Hard to believe, I know, but it turns out that even Bill Clinton has decided to get off the meat and dairy train and focus on a plant-based diet. Keenly aware of his own mortality after having a stent implanted, and looking forward to his daughter’s wedding and hopefully grandchildren, Bill Clinton vowed to slim down and improve his heart health. He adopted the essentially vegan diet advocated in the book The China Study. The book, written by T. Colin Campbell, PhD and Thomas M. Campbell II, looks at the results of the China Study, a 20-year partnership of Cornell University, Oxford University and the Chinese Academy of Preventive Medicine.
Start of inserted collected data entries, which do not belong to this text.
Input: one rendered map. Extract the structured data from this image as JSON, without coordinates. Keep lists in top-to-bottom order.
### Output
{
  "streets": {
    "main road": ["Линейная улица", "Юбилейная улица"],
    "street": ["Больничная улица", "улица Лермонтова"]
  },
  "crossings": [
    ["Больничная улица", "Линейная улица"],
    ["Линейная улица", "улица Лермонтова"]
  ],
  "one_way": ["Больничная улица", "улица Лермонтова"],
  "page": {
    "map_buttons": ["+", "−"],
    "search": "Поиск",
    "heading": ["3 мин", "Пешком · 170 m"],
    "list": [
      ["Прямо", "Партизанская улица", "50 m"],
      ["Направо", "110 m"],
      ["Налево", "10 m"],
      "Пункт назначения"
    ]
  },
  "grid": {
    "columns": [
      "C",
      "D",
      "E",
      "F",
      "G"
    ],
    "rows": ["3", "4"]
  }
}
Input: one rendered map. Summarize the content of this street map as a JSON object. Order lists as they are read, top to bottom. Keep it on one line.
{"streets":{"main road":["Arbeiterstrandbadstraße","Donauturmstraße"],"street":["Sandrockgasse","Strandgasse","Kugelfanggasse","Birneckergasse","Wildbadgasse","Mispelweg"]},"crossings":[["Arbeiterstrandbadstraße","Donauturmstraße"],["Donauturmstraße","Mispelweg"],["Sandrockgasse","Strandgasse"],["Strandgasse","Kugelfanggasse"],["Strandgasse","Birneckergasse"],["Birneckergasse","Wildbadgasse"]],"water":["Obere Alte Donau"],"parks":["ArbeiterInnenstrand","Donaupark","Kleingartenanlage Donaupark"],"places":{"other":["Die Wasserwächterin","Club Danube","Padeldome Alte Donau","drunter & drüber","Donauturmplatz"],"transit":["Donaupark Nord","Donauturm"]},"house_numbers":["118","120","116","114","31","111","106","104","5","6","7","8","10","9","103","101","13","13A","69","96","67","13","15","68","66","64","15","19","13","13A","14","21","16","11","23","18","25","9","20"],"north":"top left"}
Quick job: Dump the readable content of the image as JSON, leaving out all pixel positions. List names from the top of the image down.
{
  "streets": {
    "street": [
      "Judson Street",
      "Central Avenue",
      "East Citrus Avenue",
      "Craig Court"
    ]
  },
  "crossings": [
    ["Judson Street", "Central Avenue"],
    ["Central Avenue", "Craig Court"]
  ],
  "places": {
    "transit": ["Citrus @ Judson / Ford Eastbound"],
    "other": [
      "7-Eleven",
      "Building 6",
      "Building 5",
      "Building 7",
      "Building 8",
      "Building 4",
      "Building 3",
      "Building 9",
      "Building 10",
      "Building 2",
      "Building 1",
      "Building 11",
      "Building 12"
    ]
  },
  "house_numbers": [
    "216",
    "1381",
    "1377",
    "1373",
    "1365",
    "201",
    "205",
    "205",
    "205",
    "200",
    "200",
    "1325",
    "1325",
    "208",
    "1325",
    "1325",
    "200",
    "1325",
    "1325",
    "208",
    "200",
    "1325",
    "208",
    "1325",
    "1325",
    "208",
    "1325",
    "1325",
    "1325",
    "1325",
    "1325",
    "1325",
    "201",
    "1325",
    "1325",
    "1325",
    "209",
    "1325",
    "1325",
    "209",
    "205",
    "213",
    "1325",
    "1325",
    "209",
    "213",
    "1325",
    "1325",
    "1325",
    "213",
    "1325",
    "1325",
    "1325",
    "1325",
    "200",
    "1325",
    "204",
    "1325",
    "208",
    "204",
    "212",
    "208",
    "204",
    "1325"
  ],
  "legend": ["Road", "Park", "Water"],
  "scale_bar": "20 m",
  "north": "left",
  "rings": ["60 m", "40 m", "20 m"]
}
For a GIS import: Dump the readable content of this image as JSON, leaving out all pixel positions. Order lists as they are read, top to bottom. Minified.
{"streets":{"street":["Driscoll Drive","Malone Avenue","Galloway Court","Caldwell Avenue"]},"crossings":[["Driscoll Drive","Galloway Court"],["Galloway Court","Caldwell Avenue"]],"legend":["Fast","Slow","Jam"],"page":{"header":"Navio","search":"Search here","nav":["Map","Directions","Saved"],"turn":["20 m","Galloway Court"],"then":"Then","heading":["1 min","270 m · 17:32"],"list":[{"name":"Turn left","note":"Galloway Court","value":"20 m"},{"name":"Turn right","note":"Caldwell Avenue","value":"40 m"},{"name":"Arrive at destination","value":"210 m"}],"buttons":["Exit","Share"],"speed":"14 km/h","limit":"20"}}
The study showed that people with a diet of largely animal-based foods have more chronic disease, while those eating primarily a plant-based diet are the healthiest.
Tara Parker-Pope wrote about The China Study in her January 7th column in the New York Times.http://well.blogs.nytimes.com/2011/01/07/nutrition-advice-from-the-china-study/?src=me&ref=health
Like Bill, I too want to live a long healthy life, not only because I have a beautiful two year old grand child whose life I want to be a part of , but because I want to live a long and vigorous life. Switching to a plant based diet may seem hard, but it’s actually liberating. Cooking has never been more fun. There are worlds of cuisine to explore and many, many wonderful cookbooks and websites to consult. Plus to lose weight and keep fit, you don’t have to count calories or focus on portion size or what you can’t eat etc. Just cook and eat unprocessed real whole foods! Your tastes will change in matter of weeks. Plus, kitchen clean up is a breeze! No more scrubbing the disgusting burnt on remains of cooked animal parts from your pots, pants and oven. No more disgusting odors in your kitchen, or in your garbage…
Tara Parker-Pope interviewed Dr. Campbell. Here’s a portion, but check out the whole interview by accessing the article in The New York Times by clicking the link above.
Q. So how should we be eating?
A. I don’t use the word “vegan” or “vegetarian.” I don’t like those words. People who chose to eat that way chose to because of ideological reasons. I don’t want to denigrate their reasons for doing so, but I want people to talk about plant-based nutrition and to think about these ideas in a very empirical scientific sense, and not with an ideological bent to it.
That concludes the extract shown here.